Platz für Jungunternehmer
Wesentlich konkreter sind die Pläne der Leobener ÖVP für die leerstehende Rathaus-Passage. "Die Stadtgemeinde plant, Geschäfte im Erdgeschoss anzusiedeln. Es ist ein Fehler, einen Gegenpol zum Einkaufszentrum LCS zu schaffen", erklärte Lerchbammer. Viel mehr Sinn mache es aus seiner Sicht, die leerstehenden Räumlichkeiten Jungunternehmern zur Verfügung zu stellen.

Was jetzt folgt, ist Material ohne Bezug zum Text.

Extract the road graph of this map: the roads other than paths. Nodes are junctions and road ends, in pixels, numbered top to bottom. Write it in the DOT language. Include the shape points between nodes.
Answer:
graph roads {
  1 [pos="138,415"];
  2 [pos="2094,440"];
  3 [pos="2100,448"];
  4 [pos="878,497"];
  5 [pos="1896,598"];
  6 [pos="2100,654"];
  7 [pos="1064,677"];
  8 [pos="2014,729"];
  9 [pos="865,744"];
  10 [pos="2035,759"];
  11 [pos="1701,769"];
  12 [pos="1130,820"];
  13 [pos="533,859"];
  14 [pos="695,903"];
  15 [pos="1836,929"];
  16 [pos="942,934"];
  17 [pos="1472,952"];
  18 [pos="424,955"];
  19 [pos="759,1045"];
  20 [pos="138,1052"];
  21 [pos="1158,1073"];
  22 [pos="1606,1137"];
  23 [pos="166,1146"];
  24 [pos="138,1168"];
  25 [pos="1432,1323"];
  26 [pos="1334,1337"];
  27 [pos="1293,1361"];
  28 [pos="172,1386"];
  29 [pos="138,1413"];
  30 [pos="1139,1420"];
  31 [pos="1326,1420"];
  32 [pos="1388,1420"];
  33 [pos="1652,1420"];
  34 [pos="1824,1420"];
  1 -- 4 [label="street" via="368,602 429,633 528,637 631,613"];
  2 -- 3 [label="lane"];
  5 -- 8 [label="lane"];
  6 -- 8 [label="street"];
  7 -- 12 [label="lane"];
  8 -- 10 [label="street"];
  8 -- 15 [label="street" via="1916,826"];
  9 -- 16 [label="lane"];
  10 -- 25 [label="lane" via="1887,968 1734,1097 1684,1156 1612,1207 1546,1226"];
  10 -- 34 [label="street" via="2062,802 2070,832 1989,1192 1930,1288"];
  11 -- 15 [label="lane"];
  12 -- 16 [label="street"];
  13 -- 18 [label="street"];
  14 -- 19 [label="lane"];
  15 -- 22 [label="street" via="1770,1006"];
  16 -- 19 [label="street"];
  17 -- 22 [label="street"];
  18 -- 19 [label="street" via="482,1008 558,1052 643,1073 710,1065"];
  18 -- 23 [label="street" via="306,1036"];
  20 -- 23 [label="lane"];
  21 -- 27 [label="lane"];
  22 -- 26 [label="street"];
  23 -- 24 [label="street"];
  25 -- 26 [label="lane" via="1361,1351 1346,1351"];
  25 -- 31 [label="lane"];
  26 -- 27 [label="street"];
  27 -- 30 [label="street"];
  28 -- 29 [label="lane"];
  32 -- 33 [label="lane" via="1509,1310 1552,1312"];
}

Lerchbammer: "Büroflächen für junge Unternehmer in zentraler Lage, das kann das ,Alte Rathaus‘ beleben. Allerdings nur unter gewissen Voraussetzungen, da gehören entsprechende Förderungen dazu."

Förderungen der Stadt
Laut den Vorstellungen der Leobener Volkspartei sollen diese Räumlichkeiten Jungunternehmern als Starthilfe dienen und für ein Jahr kostenlos nutzbar sein. "Wir denken da an Unternehmen mit maximal drei Personen. Das ist eine aktive Wirtschaftsförderung für Firmengründungen. Auch eine Kooperation mit der Montanuniversität ist angedacht. Absolventen könnten in Leoben in ihre berufliche Selbstständigkeit starten."

Fluktuation ist wichtig
Die Nutzung der Räumlichkeiten will Lerchbammer begrenzen: "Maximal zwei Jahre, so wird das ,Alte Rathaus‘ permanent durch Jungunternehmer bespielt. Während im ersten Jahr keine Miete verlangt wird, sind bei der Weiternutzung die vollen Mietkosten zu bezahlen." Zusätzlich zu den Büroflächen soll es einen gemeinsam nutzbaren Konferenzraum geben, sowie eine moderne Infrastruktur mit Zentraldrucker, Internet und Telefon.
"Mit diesem Zentrum für Jungunternehmer kann Leoben als Wirtschaftsstandort punkten. Es ist ein Modell, mit dem man fähige Leute in der Stadt hält und Kommunalabgaben lukrieren kann", sind Lerchbammer und Strobl überzeugt.